Stored items:
★ ★ ★

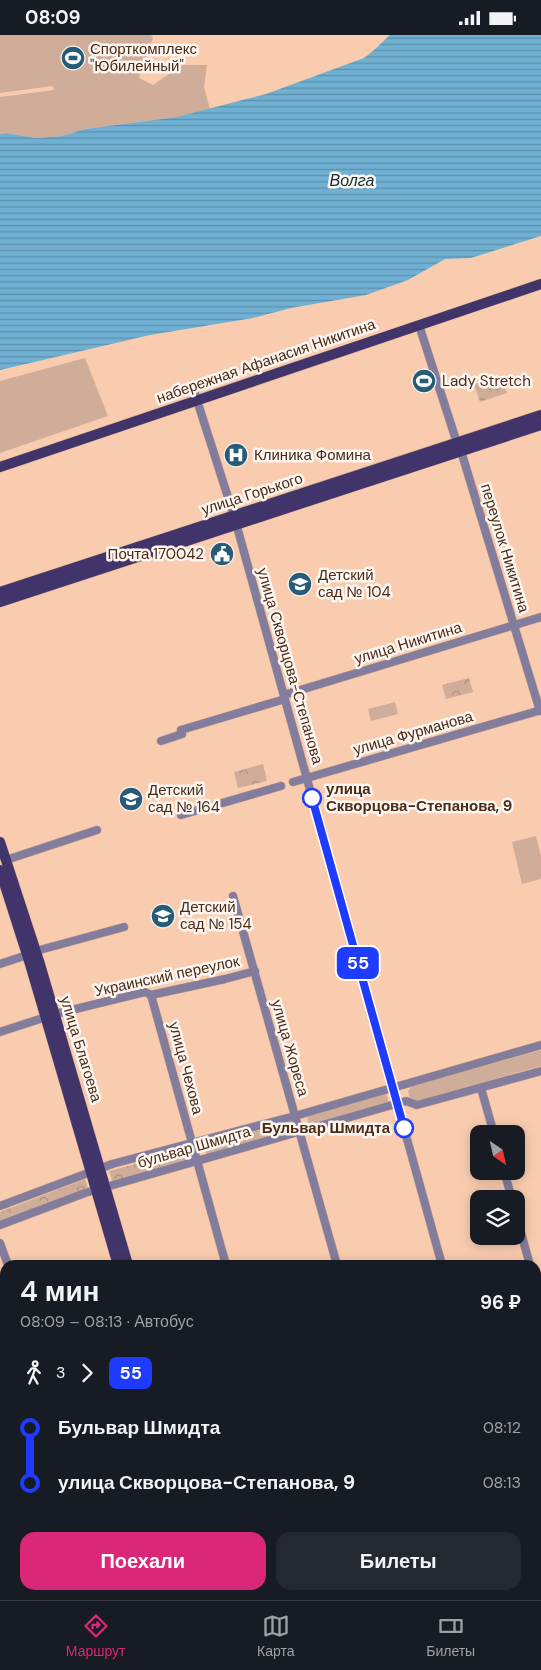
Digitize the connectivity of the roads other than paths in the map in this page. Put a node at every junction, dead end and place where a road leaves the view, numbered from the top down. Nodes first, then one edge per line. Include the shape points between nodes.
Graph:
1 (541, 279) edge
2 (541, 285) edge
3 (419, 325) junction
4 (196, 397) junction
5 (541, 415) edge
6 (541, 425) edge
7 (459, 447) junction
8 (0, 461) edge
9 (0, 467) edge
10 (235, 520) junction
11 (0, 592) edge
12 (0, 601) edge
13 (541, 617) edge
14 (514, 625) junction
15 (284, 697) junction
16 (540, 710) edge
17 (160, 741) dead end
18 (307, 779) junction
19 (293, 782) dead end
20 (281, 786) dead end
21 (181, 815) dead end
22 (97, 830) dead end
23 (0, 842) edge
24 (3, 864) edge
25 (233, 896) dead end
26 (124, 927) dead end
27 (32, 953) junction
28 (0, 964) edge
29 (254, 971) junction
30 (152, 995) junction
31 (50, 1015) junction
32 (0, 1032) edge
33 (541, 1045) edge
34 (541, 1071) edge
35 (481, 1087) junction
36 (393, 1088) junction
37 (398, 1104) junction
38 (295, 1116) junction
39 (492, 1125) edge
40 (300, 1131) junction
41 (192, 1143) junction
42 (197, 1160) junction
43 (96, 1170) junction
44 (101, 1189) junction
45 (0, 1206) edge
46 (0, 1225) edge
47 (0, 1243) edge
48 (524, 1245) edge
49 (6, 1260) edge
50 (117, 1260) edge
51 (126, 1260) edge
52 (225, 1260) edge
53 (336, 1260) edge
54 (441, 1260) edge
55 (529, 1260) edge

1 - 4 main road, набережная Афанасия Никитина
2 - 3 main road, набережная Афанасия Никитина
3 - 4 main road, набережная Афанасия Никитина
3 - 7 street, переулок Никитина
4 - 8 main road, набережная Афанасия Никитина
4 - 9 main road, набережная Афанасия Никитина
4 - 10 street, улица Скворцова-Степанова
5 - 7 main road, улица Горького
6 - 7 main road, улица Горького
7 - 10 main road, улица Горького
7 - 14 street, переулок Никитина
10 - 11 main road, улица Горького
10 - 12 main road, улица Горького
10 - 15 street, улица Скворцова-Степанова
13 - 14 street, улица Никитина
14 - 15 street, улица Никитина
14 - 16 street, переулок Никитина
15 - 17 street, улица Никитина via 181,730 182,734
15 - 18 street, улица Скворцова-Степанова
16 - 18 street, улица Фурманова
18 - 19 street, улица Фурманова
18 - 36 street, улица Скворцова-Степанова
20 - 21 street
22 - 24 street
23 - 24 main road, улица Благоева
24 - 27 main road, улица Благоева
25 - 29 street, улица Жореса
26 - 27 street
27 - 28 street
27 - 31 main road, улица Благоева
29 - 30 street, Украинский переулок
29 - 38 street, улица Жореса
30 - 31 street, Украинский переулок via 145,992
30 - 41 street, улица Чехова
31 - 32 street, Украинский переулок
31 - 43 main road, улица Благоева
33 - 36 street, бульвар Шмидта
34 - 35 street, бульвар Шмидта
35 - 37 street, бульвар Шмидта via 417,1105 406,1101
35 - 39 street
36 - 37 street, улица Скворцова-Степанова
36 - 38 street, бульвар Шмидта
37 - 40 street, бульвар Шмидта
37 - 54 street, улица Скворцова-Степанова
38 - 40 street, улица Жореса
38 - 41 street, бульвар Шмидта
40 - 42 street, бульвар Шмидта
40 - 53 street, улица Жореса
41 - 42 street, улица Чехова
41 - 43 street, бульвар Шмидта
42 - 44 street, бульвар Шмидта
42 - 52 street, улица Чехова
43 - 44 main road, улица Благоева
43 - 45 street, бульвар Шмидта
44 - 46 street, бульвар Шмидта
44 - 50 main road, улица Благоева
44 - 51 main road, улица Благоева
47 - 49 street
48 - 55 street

★ ★ ★

WORK TO BE COMPLETED = Word for word, copy all the entries above, but with no pictures.

SOLVED EXERCISE =
Digitize the connectivity of the roads other than paths in the map in this page. Put a node at every junction, dead end and place where a road leaves the view, numbered from the top down. Nodes first, then one edge per line. Include the shape points between nodes.
Graph:
1 (541, 279) edge
2 (541, 285) edge
3 (419, 325) junction
4 (196, 397) junction
5 (541, 415) edge
6 (541, 425) edge
7 (459, 447) junction
8 (0, 461) edge
9 (0, 467) edge
10 (235, 520) junction
11 (0, 592) edge
12 (0, 601) edge
13 (541, 617) edge
14 (514, 625) junction
15 (284, 697) junction
16 (540, 710) edge
17 (160, 741) dead end
18 (307, 779) junction
19 (293, 782) dead end
20 (281, 786) dead end
21 (181, 815) dead end
22 (97, 830) dead end
23 (0, 842) edge
24 (3, 864) edge
25 (233, 896) dead end
26 (124, 927) dead end
27 (32, 953) junction
28 (0, 964) edge
29 (254, 971) junction
30 (152, 995) junction
31 (50, 1015) junction
32 (0, 1032) edge
33 (541, 1045) edge
34 (541, 1071) edge
35 (481, 1087) junction
36 (393, 1088) junction
37 (398, 1104) junction
38 (295, 1116) junction
39 (492, 1125) edge
40 (300, 1131) junction
41 (192, 1143) junction
42 (197, 1160) junction
43 (96, 1170) junction
44 (101, 1189) junction
45 (0, 1206) edge
46 (0, 1225) edge
47 (0, 1243) edge
48 (524, 1245) edge
49 (6, 1260) edge
50 (117, 1260) edge
51 (126, 1260) edge
52 (225, 1260) edge
53 (336, 1260) edge
54 (441, 1260) edge
55 (529, 1260) edge

1 - 4 main road, набережная Афанасия Никитина
2 - 3 main road, набережная Афанасия Никитина
3 - 4 main road, набережная Афанасия Никитина
3 - 7 street, переулок Никитина
4 - 8 main road, набережная Афанасия Никитина
4 - 9 main road, набережная Афанасия Никитина
4 - 10 street, улица Скворцова-Степанова
5 - 7 main road, улица Горького
6 - 7 main road, улица Горького
7 - 10 main road, улица Горького
7 - 14 street, переулок Никитина
10 - 11 main road, улица Горького
10 - 12 main road, улица Горького
10 - 15 street, улица Скворцова-Степанова
13 - 14 street, улица Никитина
14 - 15 street, улица Никитина
14 - 16 street, переулок Никитина
15 - 17 street, улица Никитина via 181,730 182,734
15 - 18 street, улица Скворцова-Степанова
16 - 18 street, улица Фурманова
18 - 19 street, улица Фурманова
18 - 36 street, улица Скворцова-Степанова
20 - 21 street
22 - 24 street
23 - 24 main road, улица Благоева
24 - 27 main road, улица Благоева
25 - 29 street, улица Жореса
26 - 27 street
27 - 28 street
27 - 31 main road, улица Благоева
29 - 30 street, Украинский переулок
29 - 38 street, улица Жореса
30 - 31 street, Украинский переулок via 145,992
30 - 41 street, улица Чехова
31 - 32 street, Украинский переулок
31 - 43 main road, улица Благоева
33 - 36 street, бульвар Шмидта
34 - 35 street, бульвар Шмидта
35 - 37 street, бульвар Шмидта via 417,1105 406,1101
35 - 39 street
36 - 37 street, улица Скворцова-Степанова
36 - 38 street, бульвар Шмидта
37 - 40 street, бульвар Шмидта
37 - 54 street, улица Скворцова-Степанова
38 - 40 street, улица Жореса
38 - 41 street, бульвар Шмидта
40 - 42 street, бульвар Шмидта
40 - 53 street, улица Жореса
41 - 42 street, улица Чехова
41 - 43 street, бульвар Шмидта
42 - 44 street, бульвар Шмидта
42 - 52 street, улица Чехова
43 - 44 main road, улица Благоева
43 - 45 street, бульвар Шмидта
44 - 46 street, бульвар Шмидта
44 - 50 main road, улица Благоева
44 - 51 main road, улица Благоева
47 - 49 street
48 - 55 street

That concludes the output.